■ **PROBLEM TO SOLVE**: Filter the listing so that only lines with the word "graph" remain.
************
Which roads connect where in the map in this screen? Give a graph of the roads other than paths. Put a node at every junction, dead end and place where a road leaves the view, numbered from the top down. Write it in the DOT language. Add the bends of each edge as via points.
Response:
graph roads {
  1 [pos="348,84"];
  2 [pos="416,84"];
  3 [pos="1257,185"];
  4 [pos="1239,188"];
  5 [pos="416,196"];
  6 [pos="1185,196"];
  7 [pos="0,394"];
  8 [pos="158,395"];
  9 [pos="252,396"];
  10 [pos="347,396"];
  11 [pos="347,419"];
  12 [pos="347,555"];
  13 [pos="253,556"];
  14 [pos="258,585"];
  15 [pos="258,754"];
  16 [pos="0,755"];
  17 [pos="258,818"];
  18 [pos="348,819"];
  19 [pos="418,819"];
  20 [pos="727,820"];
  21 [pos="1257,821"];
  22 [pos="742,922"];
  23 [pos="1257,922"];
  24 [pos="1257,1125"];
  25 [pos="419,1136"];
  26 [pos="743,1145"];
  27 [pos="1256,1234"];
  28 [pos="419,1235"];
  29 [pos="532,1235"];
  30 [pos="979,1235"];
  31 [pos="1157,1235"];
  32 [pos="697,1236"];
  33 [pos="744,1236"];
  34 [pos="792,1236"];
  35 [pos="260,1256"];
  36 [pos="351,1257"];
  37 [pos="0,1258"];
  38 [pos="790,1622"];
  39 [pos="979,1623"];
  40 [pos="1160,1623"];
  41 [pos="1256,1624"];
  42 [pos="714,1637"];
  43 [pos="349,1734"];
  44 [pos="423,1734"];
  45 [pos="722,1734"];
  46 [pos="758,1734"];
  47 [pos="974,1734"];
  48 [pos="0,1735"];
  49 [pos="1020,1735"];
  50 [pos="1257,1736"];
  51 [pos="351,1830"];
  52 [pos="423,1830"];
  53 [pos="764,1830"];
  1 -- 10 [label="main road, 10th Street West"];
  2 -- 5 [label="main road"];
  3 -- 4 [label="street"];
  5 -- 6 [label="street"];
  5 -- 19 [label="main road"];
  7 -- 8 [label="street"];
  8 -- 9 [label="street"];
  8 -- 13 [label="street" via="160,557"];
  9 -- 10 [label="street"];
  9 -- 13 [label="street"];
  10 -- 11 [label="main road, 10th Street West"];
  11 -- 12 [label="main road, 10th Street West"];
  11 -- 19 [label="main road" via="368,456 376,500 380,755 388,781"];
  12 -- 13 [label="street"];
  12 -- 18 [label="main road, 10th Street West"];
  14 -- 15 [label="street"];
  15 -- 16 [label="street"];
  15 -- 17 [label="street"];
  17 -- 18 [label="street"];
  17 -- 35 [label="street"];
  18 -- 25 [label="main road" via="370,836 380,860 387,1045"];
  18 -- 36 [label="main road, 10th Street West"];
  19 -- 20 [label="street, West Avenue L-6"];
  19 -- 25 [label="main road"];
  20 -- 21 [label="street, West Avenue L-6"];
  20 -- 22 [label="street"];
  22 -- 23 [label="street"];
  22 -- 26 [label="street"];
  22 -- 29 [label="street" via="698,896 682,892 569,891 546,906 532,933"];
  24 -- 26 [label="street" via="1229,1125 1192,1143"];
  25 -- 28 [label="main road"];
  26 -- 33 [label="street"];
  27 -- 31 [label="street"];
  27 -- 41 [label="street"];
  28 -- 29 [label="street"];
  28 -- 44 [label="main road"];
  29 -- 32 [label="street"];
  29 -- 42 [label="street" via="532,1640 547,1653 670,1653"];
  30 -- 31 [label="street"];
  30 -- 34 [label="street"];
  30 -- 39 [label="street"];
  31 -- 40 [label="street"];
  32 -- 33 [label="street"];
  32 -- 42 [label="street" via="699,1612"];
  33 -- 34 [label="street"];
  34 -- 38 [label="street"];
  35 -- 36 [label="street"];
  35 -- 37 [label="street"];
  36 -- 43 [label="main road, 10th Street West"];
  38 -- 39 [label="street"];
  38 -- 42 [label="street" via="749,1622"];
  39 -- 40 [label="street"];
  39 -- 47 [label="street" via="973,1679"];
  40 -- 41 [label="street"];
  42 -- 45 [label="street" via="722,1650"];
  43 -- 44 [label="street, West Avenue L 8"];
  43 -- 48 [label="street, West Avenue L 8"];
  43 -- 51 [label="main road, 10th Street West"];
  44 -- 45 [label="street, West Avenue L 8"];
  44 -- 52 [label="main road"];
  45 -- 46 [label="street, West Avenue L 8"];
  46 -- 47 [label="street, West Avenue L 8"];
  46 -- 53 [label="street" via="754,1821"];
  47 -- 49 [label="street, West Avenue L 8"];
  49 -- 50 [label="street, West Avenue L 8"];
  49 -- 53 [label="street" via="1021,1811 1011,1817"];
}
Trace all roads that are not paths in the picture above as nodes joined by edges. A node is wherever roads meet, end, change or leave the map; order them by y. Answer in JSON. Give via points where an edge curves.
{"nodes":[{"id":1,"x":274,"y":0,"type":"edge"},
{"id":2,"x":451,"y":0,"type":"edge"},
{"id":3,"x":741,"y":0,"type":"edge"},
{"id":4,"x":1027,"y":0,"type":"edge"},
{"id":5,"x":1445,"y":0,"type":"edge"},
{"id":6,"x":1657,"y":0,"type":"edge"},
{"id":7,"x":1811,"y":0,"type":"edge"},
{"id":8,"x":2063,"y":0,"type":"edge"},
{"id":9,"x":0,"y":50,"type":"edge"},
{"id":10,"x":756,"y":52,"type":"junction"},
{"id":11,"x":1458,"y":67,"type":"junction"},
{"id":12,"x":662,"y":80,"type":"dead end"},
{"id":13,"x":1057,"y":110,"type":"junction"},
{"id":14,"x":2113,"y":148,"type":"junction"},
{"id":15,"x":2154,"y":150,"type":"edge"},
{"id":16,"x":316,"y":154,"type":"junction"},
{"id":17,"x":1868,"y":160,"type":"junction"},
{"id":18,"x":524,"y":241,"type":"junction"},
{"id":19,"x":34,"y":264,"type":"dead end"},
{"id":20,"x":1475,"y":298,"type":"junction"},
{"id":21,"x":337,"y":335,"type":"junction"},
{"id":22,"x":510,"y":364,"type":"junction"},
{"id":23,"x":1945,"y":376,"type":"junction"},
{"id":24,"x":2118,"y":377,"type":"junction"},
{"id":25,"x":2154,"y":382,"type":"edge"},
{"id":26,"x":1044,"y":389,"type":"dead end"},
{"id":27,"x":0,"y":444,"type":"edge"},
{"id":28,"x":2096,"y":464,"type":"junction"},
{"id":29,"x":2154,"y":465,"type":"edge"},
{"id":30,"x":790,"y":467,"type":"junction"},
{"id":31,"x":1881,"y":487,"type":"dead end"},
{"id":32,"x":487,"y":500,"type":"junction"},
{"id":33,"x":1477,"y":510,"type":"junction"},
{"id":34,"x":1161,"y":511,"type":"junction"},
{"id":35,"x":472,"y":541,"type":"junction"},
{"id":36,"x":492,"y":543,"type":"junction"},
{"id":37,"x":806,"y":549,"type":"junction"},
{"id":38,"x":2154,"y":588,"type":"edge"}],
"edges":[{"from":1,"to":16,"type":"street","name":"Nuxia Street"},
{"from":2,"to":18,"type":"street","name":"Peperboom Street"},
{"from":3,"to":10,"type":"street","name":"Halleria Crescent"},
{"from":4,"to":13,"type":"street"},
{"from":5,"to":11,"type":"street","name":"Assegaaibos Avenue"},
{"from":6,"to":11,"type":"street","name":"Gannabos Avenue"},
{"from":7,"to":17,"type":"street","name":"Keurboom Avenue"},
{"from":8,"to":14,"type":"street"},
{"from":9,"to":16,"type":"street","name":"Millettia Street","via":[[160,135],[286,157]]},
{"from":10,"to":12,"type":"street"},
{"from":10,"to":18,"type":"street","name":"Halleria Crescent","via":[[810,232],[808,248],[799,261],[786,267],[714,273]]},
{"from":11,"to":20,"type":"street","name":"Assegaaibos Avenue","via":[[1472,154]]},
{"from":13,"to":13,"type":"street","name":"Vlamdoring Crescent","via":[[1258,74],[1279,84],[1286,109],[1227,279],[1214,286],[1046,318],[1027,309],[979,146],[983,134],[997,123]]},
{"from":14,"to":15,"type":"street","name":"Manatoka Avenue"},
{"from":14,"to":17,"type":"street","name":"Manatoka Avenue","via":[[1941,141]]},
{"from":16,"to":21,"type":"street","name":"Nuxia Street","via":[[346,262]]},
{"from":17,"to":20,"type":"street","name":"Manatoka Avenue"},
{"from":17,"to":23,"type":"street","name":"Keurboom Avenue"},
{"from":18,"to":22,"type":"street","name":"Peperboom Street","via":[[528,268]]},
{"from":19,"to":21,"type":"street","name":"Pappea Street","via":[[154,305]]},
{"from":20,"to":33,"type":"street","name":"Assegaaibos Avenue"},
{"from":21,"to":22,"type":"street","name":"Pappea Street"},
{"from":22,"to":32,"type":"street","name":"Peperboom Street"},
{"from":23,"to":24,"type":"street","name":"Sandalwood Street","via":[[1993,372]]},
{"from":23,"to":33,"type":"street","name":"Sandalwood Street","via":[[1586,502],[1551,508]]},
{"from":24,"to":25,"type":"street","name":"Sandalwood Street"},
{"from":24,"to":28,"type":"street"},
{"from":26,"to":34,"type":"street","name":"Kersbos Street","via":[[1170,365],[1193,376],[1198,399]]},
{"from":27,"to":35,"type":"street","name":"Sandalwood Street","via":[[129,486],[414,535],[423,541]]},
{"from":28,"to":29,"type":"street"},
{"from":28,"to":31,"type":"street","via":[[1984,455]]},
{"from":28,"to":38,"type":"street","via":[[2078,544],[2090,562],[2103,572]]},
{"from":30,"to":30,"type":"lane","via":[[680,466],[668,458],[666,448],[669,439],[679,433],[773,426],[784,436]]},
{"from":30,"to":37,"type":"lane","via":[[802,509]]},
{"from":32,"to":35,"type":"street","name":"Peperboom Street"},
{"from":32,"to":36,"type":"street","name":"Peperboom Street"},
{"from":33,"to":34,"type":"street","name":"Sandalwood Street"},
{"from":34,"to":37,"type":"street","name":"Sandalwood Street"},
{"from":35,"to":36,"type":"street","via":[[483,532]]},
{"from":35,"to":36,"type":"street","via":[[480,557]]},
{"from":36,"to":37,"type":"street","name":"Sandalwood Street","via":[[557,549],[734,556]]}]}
************
■ **FINISHED TASK**:
Which roads connect where in the map in this screen? Give a graph of the roads other than paths. Put a node at every junction, dead end and place where a road leaves the view, numbered from the top down. Write it in the DOT language. Add the bends of each edge as via points.
graph roads {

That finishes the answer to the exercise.